The sub-committee said: HMRC should issue comprehensive guidance about basis period reform by 5 April 2022, including details of how unrepresented taxpayers can obtain support, and make a helpline number available.” (Paragraph 56)

The Government say: “The Government accepts this recommendation in part. The Government will be able to offer comprehensive tax guidance, including examples, covering basis period reform immediately after the Finance Bill receives Royal Assent which could come before or after 5 April 2022… The Government is considering how best to support unrepresented taxpayers through basis period reform… A general taxpayer helpline number is available to support represented and unrepresented taxpayers through basis period reform. The extra resource needed to deal with additional queries to this general helpline has already been taken into account in HMRC’s delivery cost estimates for basis period reform.”
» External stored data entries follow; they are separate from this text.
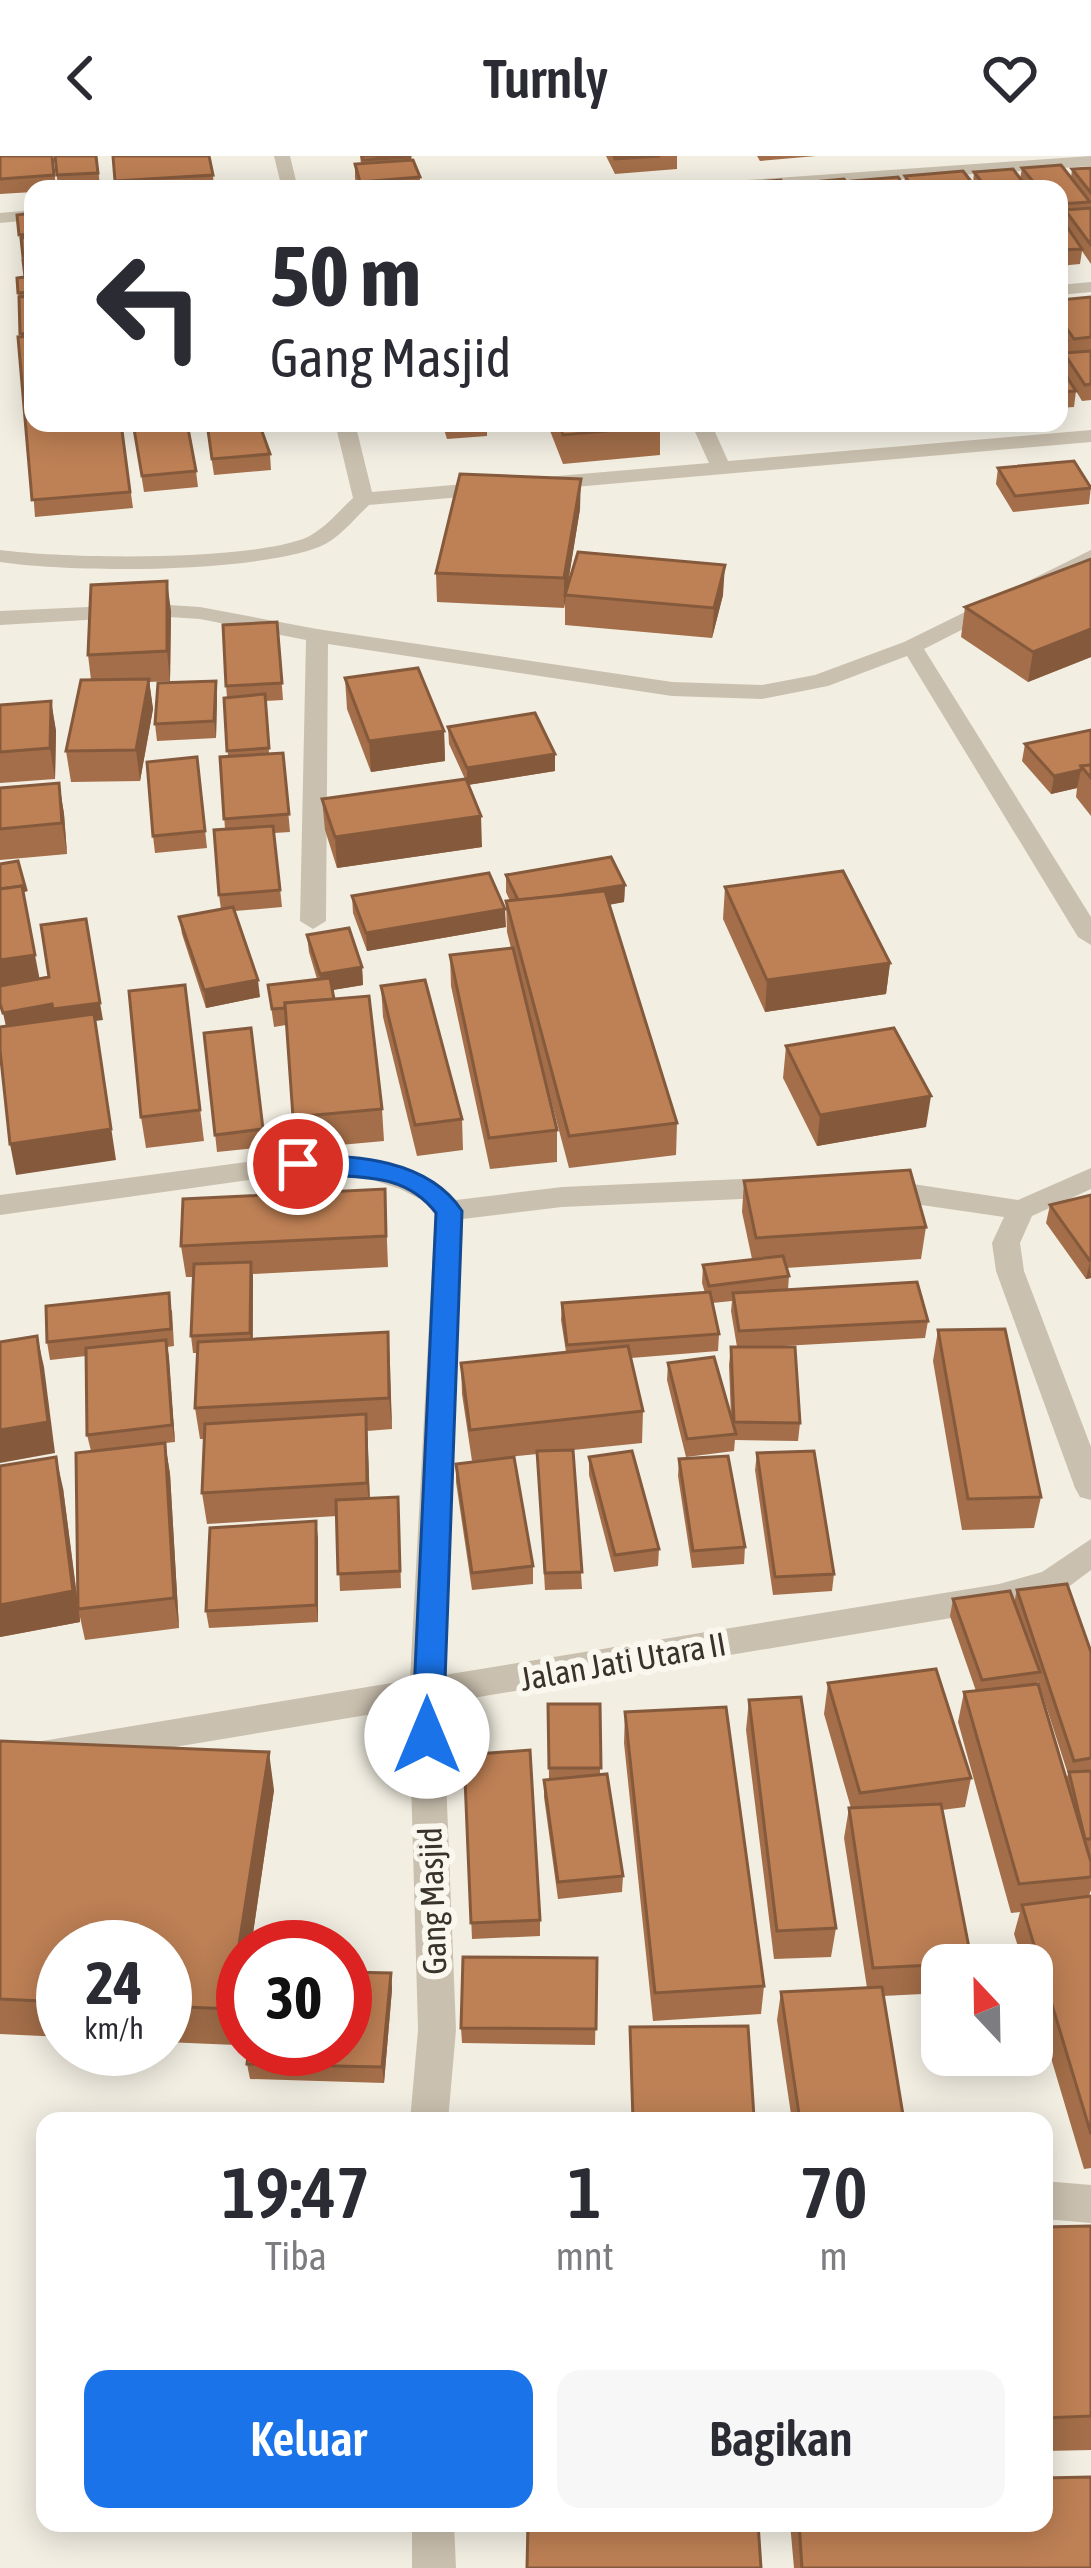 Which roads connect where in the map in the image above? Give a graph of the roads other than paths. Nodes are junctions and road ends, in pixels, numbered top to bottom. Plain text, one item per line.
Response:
1 (1091, 161) edge
2 (819, 180) edge
3 (347, 432) edge
4 (705, 432) edge
5 (1091, 436) edge
6 (720, 466) junction
7 (363, 499) junction
8 (0, 556) edge
9 (1091, 556) edge
10 (0, 618) edge
11 (316, 636) junction
12 (912, 647) junction
13 (314, 921) dead end
14 (1091, 937) edge
15 (1091, 1178) edge
16 (806, 1186) edge
17 (847, 1187) edge
18 (0, 1205) edge
19 (1021, 1210) junction
20 (449, 1211) junction
21 (1091, 1488) edge
22 (1091, 1552) edge
23 (426, 1695) junction
24 (0, 1762) edge
25 (430, 2112) edge
26 (1053, 2201) edge
27 (1091, 2204) edge
28 (433, 2532) edge
29 (434, 2568) edge

1 - 2 street
3 - 7 street
4 - 6 street
5 - 6 street
6 - 7 street
7 - 8 street
9 - 12 street
10 - 11 street
11 - 12 street
11 - 13 street
12 - 14 street
15 - 19 street
16 - 20 street
17 - 19 street
18 - 20 street
19 - 21 street
20 - 23 street, Gang Masjid
22 - 23 street, Jalan Jati Utara II
23 - 24 street, Jalan Jati Utara II
23 - 25 street, Gang Masjid
26 - 27 street
28 - 29 street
Commentary: This recommendation was largely a response to points in CIOT/LITRG evidence. With Finance Bill Royal Assent likely to come in the last few days of February or the first week of March it is likely the Government will be able to meet it in full (subject to whether the promised ‘comprehensive’ guidance actually is genuinely comprehensive). This is another area where the Government are still considering the way forward.

Recommendation 7: Conclusions (REJECTED)

The sub-committee said: We therefore recommend that, for those businesses which do not have a 31 March–5 April year end, Making Tax Digital should be deferred until at least 2025–26. This is also the earliest date at which partnerships—which are disproportionately represented in this group of businesses—are due to be brought into MTD. For the largest partnerships which are particularly adversely affected by basis period reform, no date for the implementation of MTD has yet been set.” (Paragraph 66)
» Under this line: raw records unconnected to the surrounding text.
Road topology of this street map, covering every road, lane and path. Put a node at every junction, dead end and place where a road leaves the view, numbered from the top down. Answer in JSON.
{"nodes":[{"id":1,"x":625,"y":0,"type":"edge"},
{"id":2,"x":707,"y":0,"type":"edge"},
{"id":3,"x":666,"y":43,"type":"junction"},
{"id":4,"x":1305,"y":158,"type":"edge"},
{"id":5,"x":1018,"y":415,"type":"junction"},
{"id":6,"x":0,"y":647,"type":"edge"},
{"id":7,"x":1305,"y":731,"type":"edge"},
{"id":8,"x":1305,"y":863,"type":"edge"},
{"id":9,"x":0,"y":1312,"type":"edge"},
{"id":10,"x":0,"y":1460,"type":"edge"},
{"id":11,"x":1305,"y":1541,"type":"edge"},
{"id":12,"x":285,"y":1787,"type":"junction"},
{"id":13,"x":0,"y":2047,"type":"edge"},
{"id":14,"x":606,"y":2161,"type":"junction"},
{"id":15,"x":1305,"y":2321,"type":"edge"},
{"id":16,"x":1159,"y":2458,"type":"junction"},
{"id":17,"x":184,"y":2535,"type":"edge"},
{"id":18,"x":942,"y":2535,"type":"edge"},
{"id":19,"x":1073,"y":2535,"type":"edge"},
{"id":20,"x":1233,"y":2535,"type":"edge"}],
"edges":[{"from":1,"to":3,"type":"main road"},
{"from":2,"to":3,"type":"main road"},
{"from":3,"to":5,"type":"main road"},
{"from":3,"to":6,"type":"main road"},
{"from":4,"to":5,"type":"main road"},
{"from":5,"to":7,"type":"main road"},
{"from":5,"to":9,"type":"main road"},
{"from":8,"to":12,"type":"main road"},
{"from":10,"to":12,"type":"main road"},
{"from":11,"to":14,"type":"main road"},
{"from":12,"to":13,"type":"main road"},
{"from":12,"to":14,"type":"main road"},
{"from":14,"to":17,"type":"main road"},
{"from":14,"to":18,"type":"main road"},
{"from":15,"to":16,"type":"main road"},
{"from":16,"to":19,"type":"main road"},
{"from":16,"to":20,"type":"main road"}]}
The Government say: “The Government does not accept this recommendation… [The] later MTD start date for partnerships already gives these complex businesses additional time to adapt to the new tax year basis after transition, and so they already benefit from the recommended deferral. Looking at the remaining group of affected sole traders, not all of which will be mandated to join MTD… [d]ifferentiating would mean that otherwise identical businesses would see different MTD start dates solely due to their different periods of account… [A] business’s choice of when to draw up accounts is not a strong enough concept to justify differential treatment. The recommended approach would also introduce the risk of businesses specifically changing their accounting date away from a simple tax year accounting date in order to delay the point at which they join MTD…”

Commentary: The sub-committee cited concerns from LITRG and ATT in particular in relation to the amount of change happening in a short space of time, and the pressure this will put on businesses and their advisers. However none of ATT, CIOT or LITRG argued for MTD for ITSA to be delayed just for those without a 31 March – 5 April year end – indeed it is not clear whether any of the witnesses to the inquiry suggested this.

Uncertain tax treatment

Recommendation 8: The test of uncertainty (third trigger) (PARTLY ACCEPTED)
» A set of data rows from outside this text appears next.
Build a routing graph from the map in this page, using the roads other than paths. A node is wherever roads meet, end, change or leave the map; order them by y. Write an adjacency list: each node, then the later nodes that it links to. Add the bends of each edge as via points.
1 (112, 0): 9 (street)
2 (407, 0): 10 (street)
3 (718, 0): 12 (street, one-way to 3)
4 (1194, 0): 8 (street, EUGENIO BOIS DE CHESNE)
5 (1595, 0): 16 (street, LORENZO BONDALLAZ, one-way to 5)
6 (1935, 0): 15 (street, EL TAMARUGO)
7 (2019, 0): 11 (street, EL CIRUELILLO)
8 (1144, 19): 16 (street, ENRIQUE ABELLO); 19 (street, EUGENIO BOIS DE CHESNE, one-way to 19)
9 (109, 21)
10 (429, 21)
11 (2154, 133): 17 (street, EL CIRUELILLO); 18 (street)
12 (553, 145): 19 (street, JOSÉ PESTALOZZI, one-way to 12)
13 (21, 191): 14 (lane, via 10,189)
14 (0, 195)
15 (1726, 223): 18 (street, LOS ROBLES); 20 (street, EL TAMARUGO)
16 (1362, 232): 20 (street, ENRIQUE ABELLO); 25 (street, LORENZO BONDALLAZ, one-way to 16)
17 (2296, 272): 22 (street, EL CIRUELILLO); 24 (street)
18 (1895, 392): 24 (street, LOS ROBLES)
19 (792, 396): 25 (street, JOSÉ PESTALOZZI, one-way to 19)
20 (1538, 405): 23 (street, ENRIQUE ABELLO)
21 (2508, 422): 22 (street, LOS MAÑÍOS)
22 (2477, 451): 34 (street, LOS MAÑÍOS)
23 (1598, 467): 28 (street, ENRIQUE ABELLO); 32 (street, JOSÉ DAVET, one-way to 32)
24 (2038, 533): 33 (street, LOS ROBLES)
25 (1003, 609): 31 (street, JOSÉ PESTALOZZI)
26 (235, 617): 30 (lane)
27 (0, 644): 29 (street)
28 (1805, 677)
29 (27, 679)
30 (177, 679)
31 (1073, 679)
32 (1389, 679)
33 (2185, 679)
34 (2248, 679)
The sub-committee said: We recommend that, before legislating for this third trigger, an evidence-based evaluation of the measure in its current form be carried out to identify whether it does indeed deliver the benefits that HMRC tells us it is expecting. We also recommend that, if such an evaluation shows that the requirement is not delivering the benefits that HMRC expects, then the notification requirement in its entirety should be repealed.” (Paragraph 119)

The Government say: “The Government accepts this recommendation in part. The Government agrees that new policy measures should be monitored to ensure they are proportionate and achieve the policy objectives and expected benefits. The Government is committed to doing this for the uncertain tax treatment regime… While the Government agrees that monitoring is essential, it will not give a complete answer to the need for a third trigger, because the additional trigger would necessarily target uncertainties otherwise untouched by the current regime. The Government therefore intend to monitor the current regime in parallel with continuing discussions on the third trigger.”

Commentary: It is welcome that the Government have put on the record that they believe new policy measures should be monitored to ensure they are delivering as intended. However there is no indication they will be subjecting UTT to any greater scrutiny than the typical new measure. Despite widespread opposition among professional bodies to the ‘third trigger’ the Government still appear keen to pursue this.

Recommendation 11: HMRC compliance burden and support for businesses (PARTLY ACCEPTED)

The sub-committee said: “All businesses affected by this measure must be supported appropriately by HMRC. We have concluded previously that, should this proposal go ahead, the Government should commit to ensuring that every business affected had a customer compliance manager.” (Paragraph 137)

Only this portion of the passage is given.